As ETH volatility increases, a large risky position
A further 6.4% decrease in ETH is at risk of liquidation. Despite 182% being collateral, safes face pressure installation due to market fluctuations. Another major safe, holding 75 million DAIs, faces liquidation at $1,798.83, where 60,000 ETH is at risk, with a risky 5.9% drop in ETH.
#peckshieldalert #liquidation The address (0x678f…4954) held in a leveraged long position of 1.5k $weeth (total debt: ~2.27m $$dai) has been settled. A total of 643.78 Weeth (worth ~123mm) was seized after $ETH fell below $1,800. pic.twitter.com/cvurwtezqf
– Peckshieldalert (@peckshieldalert) March 11, 2025
Some whales are actively dealing with DIP by purchasing ETH and adding collateral. One entity spent $30 million in DAI to buy ETH for $2,014, but the position remains underwater. He also reactivated his dormant account to post additional collateral, avoiding a $1,836 liquidation per ETH. A slightly higher priced Maker’s Oracle offers some protection against cascade liquidation.
Rumors suspected of liquidation of the Ethereum Foundation have been exposed
Speculation has arisen that the Ethereum Foundation is among whales facing liquidation. However, Ethereum developer Eric Connor dismissed these claims, confirming that there was no evidence linking the affected foundation to the foundation. The organization previously had $120 million worth of ETH deposited with Aave, Compound and Maker for Defi operations.

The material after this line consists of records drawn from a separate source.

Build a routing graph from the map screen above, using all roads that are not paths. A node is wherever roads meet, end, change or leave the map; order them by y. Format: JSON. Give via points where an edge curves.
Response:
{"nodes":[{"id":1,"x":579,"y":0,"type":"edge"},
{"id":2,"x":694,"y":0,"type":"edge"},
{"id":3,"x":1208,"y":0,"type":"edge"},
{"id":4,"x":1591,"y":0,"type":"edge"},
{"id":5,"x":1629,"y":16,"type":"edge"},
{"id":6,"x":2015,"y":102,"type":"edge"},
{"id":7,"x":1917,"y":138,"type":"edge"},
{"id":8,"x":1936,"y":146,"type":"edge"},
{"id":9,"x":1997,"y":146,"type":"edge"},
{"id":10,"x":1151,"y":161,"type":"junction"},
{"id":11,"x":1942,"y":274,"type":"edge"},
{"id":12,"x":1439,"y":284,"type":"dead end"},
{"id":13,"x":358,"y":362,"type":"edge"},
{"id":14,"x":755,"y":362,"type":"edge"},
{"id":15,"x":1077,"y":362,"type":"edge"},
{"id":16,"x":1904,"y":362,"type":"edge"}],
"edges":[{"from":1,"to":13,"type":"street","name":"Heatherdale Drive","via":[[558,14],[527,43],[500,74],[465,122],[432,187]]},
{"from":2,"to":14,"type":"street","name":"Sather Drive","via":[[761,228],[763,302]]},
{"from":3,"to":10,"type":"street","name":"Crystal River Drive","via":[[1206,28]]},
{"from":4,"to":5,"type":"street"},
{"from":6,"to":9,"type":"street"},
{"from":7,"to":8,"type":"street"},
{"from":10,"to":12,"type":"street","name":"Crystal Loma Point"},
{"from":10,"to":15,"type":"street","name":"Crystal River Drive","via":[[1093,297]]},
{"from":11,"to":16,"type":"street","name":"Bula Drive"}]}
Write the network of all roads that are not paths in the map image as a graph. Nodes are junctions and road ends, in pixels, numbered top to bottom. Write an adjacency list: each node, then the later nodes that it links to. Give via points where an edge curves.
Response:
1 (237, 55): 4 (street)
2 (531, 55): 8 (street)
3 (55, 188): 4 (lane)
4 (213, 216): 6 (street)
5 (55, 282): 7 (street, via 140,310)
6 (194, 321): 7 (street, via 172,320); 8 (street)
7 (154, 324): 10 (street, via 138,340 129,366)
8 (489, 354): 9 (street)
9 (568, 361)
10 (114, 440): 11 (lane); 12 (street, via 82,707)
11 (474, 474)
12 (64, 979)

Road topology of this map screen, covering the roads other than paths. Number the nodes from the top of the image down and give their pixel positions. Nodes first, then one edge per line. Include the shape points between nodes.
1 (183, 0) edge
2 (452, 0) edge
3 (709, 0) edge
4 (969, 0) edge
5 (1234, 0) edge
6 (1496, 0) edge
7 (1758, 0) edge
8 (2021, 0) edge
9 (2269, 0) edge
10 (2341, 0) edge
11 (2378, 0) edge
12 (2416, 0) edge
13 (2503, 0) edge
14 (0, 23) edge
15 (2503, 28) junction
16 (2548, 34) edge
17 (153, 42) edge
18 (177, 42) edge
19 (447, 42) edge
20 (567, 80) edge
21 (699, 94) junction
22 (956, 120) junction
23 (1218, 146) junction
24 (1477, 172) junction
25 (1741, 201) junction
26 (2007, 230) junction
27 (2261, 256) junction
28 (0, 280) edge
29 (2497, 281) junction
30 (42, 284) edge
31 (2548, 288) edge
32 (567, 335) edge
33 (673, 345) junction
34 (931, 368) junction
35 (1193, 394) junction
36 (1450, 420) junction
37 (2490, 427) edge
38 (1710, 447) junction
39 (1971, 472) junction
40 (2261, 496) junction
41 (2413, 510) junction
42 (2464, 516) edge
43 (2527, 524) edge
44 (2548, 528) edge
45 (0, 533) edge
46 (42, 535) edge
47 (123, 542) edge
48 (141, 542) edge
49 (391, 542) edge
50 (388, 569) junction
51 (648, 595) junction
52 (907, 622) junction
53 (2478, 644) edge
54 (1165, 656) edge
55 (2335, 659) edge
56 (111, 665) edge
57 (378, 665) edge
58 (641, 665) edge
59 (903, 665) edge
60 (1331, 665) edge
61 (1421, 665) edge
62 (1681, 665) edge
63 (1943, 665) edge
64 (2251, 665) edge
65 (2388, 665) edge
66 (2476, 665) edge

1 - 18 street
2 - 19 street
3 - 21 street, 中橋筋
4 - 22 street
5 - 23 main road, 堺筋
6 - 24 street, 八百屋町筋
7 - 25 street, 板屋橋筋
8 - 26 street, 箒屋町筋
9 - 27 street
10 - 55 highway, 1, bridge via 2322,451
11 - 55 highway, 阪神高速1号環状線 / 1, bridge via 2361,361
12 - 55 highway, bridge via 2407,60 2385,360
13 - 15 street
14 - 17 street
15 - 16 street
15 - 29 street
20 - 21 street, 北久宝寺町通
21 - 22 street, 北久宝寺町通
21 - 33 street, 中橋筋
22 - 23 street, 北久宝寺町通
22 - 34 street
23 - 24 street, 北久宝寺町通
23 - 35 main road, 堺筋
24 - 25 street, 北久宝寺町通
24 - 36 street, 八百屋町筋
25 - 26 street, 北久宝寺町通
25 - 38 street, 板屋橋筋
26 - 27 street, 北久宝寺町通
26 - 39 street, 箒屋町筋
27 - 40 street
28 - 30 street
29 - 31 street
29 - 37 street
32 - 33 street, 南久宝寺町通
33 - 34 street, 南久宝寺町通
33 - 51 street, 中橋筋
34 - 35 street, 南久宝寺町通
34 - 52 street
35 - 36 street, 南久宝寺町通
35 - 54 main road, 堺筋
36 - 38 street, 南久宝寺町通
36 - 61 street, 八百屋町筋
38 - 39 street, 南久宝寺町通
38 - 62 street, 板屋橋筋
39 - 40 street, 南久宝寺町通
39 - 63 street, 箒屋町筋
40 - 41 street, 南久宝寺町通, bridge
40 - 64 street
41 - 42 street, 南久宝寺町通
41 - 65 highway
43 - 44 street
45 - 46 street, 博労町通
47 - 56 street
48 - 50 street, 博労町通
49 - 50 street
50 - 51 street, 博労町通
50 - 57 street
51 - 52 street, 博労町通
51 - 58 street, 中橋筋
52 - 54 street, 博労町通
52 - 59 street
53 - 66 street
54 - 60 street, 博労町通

One whale successfully reduced liquidation risk by adding 30,098 ETH, over $56 million. The move reduced the liquidation price to $1,127, securing a position against an immediate threat. Currently, Vault has 100,394 ETH as collateral, carrying $78 million borrowed DAIs, and an additional 53 million DAIs can be used to build them.
Ethereum’s open profit remains restrained by $9.22 billion over 24 hours, indicating careful trading behavior. Bibit leads the liquidation, with over 83% of short positions being affected. The accumulation of liquidity at short positions of $2,000 and $2,200 suggests a potential gathering as traders try to liquidate these positions.